In the dream the guy before the wee plots laughs and asks if I see four stones while touching my arm. As I'm sitting there in the hospital wing, I feel someone grabbing my arm and holding it safely like the way a mother does when she wants to tell you something that might hurt you but wants you to know it's okay, yet she hesitates for a moment only because she's not sure if you're ready to handle it and maybe she's not ready to see you handle it.

He grabs my arm and he says that if you can get through four, four deaths, the next one you can keep. He hands me a chocolate kiss in the silver bell shaped wrapper with the paper white flag on the top. I start to unwrap it because I never pass up candy, but he closes my fingers around the miniature chocolate and tells me to put it in my pocket.

I tell him no, it will melt into a big sticky mess. I explain that it happened before and I got in trouble.

No, he says, save it. Then we are in the carriage. He takes me back to wherever he found me. I go inside my house, which is not my house as a child and certainly not my house today, but is my house in that way unfamiliar objects are familiar in dreams.

My wife and I go home and she avoids me. She says she's done. She says she doesn't want to try anymore. I tell her my dream and she tells me that I don't have dreams, but I tell her that I remember one and that I had a second.

She laughs and says, a man with a dreamless life doesn't suddenly recall a childhood dream and then continue that dream, as an adult, years later.

She might be right, that maybe this baby business is making me a little crazy too. So I let it be, thinking maybe I imagined my two dreams. After all, how can a man never dream and then do? I go to work. I start new cases. Eventually Rachel and I start to make love again and we don't use protection because we stopped that years ago.

Then all of a sudden she's pregnant and she is worried because she expects every single day to lose it. Day after day goes by, her hopes building and she doesn't. And she goes past twenty-five weeks, and then twenty-nine weeks and then thirty-two. The little fetus works itself out at night. Rachel sleeps as mothers-to-be don't sleep during the dark hours when the creature decides to do somersaults.
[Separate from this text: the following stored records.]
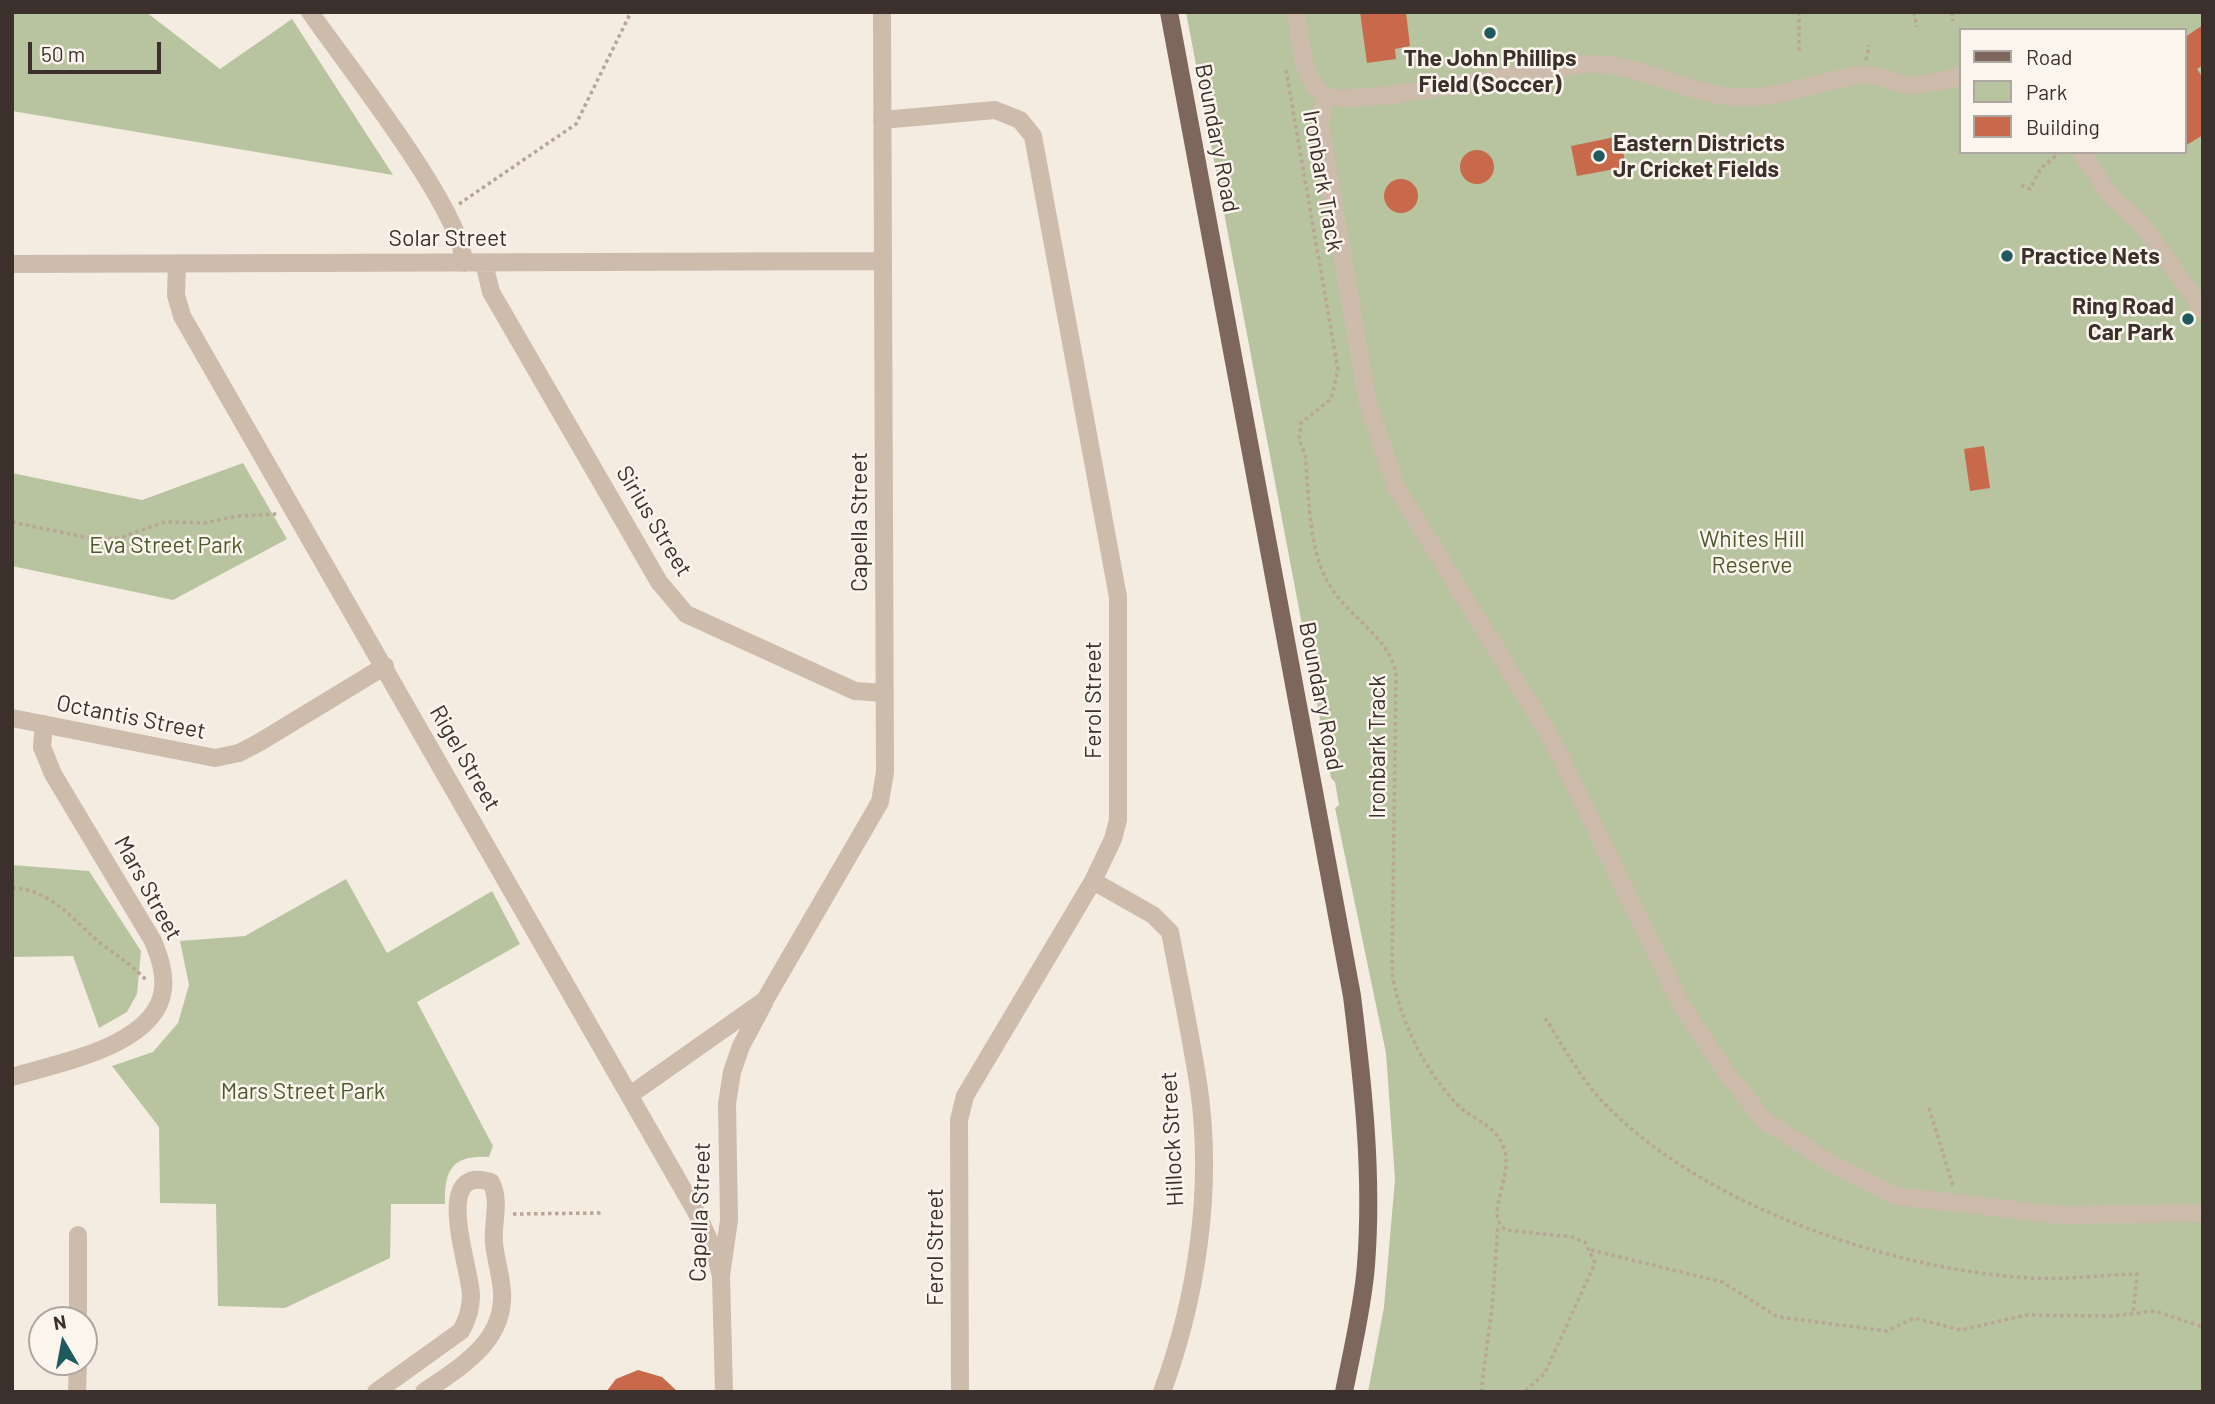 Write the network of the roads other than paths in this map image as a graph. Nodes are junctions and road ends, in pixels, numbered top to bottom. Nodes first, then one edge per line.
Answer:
1 (310, 12) edge
2 (881, 12) edge
3 (1169, 12) edge
4 (1296, 12) edge
5 (1960, 76) edge
6 (1325, 95) junction
7 (882, 120) junction
8 (2082, 154) edge
9 (883, 261) junction
10 (464, 263) junction
11 (484, 263) junction
12 (12, 264) edge
13 (177, 264) junction
14 (2203, 310) edge
15 (385, 666) junction
16 (884, 693) junction
17 (12, 718) edge
18 (44, 724) junction
19 (1093, 881) junction
20 (765, 1000) junction
21 (12, 1077) edge
22 (630, 1095) junction
23 (2203, 1213) edge
24 (78, 1235) dead end
25 (721, 1276) junction
26 (78, 1306) edge
27 (376, 1392) edge
28 (424, 1392) edge
29 (724, 1392) edge
30 (960, 1392) edge
31 (1162, 1392) edge
32 (1344, 1392) edge

1 - 10 street
2 - 7 street, Capella Street
3 - 32 main road, Boundary Road
4 - 6 street
5 - 6 street
6 - 23 street
7 - 9 street, Capella Street
7 - 19 street, Ferol Street
8 - 14 street
9 - 11 street, Solar Street
9 - 16 street, Capella Street
10 - 11 street, Solar Street
10 - 13 street, Solar Street
11 - 16 street, Sirius Street
12 - 13 street, Solar Street
13 - 15 street, Rigel Street
15 - 18 street, Octantis Street
15 - 22 street, Rigel Street
16 - 20 street, Capella Street
17 - 18 street, Octantis Street
18 - 21 street, Mars Street
19 - 30 street, Ferol Street
19 - 31 street, Hillock Street
20 - 22 street, Capella Street
20 - 25 street, Capella Street
22 - 25 street, Rigel Street
24 - 26 street
25 - 29 street, Capella Street
27 - 28 street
I place my hand on her belly, feel its fluttering movements, and I tell it my dreams, this new little thing that might come to be. I tell it the first dream and then I tell it the second dream. The dream I had the night after the fourth miscarriage.

The dream starts out with me leaving the carriage again and walking up and into my house and I go up to my room which is not my room and lay on my bed which is not my bed and pull out that tiny chocolate from my pocket. I hold it in my hand and feel it gently, but it doesn't seem to have melted as I thought it would. It's wiggling and pulsating as if bugs were inside. In a nightmare sort of way, I take the chocolate in my palm and begin to unwrap it just slightly to see what's inside. Every second that I'm doing this, I'm screaming in my head no don't because I'm afraid it is some gigantic roach spider destined to kill me and stick its poisonous prongs in my thumb and forefinger. I pull out the flag and peel down the slivers of silver. When I'm done, it's none of those things. Inside is a tiny little baby and the baby is crying and screeching on its first entrance into life.